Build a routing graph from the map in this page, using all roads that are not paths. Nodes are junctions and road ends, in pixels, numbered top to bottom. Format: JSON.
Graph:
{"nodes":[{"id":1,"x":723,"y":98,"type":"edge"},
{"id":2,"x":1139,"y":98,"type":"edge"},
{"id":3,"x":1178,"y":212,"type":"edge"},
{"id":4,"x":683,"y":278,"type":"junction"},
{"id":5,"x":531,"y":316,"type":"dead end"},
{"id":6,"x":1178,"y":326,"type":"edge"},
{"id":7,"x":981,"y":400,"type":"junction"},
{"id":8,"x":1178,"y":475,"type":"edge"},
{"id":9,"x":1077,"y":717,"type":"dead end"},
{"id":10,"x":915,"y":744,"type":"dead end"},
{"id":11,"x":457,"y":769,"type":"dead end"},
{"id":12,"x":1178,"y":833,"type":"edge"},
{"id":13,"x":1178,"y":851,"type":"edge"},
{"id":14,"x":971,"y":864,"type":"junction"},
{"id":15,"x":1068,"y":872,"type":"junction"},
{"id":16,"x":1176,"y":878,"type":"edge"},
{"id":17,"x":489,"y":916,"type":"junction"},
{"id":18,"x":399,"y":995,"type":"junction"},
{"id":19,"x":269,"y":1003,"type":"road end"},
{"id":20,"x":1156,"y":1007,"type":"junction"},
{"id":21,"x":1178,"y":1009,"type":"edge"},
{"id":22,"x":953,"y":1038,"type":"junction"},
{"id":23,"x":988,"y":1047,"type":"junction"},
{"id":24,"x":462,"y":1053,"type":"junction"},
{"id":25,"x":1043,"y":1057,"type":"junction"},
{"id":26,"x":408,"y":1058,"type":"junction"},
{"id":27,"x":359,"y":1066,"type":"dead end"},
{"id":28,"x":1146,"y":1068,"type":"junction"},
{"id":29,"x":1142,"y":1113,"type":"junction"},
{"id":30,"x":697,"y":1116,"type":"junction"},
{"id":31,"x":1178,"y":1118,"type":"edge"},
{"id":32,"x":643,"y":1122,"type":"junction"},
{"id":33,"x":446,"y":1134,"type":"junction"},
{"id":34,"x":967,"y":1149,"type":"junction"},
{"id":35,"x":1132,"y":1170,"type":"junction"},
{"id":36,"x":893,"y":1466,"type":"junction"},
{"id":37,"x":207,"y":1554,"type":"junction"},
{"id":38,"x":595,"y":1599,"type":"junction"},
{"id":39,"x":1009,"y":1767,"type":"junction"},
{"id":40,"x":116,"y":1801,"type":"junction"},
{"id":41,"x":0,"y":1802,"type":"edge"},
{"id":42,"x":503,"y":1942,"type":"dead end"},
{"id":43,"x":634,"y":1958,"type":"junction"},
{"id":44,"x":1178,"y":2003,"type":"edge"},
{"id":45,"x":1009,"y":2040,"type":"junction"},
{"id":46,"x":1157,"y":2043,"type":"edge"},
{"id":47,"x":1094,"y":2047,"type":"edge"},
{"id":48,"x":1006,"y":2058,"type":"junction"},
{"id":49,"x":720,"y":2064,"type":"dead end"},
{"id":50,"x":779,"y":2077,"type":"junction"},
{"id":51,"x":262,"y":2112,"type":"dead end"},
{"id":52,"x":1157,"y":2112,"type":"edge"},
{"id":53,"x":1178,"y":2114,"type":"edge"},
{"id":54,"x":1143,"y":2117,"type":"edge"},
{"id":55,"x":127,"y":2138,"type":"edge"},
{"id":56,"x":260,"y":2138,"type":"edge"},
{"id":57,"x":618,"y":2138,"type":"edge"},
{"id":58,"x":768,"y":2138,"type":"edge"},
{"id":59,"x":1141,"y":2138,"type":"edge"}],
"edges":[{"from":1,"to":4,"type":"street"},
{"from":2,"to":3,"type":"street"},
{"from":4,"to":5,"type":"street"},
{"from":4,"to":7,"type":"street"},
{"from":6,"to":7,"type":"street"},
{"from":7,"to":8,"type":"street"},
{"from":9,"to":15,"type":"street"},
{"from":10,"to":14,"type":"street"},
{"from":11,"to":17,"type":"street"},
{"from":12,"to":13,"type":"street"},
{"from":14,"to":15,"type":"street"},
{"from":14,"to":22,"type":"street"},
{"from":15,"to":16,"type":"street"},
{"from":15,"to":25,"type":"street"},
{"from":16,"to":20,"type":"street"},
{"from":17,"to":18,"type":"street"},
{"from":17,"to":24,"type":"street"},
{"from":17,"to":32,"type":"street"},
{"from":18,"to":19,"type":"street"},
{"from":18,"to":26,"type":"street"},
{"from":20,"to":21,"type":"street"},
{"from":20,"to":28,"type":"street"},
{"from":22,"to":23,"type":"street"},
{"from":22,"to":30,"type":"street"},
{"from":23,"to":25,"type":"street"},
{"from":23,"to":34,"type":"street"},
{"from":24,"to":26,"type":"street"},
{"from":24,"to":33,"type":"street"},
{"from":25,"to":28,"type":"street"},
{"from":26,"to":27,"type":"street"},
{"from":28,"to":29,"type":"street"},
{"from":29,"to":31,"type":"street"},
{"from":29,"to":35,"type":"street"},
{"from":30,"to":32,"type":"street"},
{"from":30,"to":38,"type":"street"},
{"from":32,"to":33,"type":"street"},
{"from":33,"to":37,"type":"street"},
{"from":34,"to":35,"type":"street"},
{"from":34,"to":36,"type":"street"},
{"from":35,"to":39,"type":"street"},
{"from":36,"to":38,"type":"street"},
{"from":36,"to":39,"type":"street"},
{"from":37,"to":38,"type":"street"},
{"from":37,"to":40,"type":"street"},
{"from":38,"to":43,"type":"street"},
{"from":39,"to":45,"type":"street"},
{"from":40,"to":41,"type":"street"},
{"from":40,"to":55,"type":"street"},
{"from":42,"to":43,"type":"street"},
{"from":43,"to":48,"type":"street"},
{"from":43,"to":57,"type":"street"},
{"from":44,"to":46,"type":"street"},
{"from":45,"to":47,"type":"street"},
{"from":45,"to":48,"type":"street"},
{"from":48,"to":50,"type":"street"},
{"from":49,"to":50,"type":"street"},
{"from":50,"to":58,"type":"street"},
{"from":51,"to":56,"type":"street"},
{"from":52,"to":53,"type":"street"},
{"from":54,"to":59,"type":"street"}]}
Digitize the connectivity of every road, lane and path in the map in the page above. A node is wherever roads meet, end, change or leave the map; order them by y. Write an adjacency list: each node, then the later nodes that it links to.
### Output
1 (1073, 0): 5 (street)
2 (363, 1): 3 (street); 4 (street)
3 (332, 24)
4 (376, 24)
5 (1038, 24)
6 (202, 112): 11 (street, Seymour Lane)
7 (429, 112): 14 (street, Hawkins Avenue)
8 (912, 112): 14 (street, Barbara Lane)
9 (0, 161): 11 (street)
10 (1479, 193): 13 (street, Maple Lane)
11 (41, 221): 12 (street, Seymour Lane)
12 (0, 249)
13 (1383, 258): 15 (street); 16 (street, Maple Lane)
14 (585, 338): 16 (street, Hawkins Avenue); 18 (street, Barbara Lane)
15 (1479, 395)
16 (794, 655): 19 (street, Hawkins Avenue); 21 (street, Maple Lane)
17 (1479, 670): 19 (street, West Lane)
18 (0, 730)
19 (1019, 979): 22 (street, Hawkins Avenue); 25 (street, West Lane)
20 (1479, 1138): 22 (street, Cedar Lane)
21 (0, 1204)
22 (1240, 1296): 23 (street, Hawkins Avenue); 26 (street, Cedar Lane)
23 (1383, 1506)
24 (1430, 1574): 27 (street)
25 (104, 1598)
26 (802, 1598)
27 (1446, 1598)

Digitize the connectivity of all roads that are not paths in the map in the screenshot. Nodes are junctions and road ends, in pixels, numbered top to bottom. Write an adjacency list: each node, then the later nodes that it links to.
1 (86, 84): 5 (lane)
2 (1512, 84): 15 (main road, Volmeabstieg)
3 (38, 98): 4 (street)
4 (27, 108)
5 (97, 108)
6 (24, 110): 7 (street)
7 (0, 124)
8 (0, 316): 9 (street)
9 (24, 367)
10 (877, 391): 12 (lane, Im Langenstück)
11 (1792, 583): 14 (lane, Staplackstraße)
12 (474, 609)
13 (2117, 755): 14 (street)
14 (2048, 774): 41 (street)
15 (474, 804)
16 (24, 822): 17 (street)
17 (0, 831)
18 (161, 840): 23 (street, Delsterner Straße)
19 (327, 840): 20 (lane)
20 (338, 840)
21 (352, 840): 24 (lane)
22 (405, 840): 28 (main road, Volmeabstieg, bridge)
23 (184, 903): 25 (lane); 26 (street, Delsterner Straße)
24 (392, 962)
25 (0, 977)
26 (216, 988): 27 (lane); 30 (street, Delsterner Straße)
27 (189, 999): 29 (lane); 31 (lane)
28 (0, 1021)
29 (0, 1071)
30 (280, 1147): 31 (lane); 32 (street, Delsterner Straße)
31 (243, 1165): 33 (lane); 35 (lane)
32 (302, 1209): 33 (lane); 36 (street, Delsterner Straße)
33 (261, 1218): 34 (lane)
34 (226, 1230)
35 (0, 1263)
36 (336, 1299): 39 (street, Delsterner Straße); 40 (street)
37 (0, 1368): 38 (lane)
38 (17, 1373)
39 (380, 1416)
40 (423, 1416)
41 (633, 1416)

----

■ What to work on ■
Examine the listing line by line and give the number of lines where "Seymour" occurs, with nothing added.

■ Final answer ■
2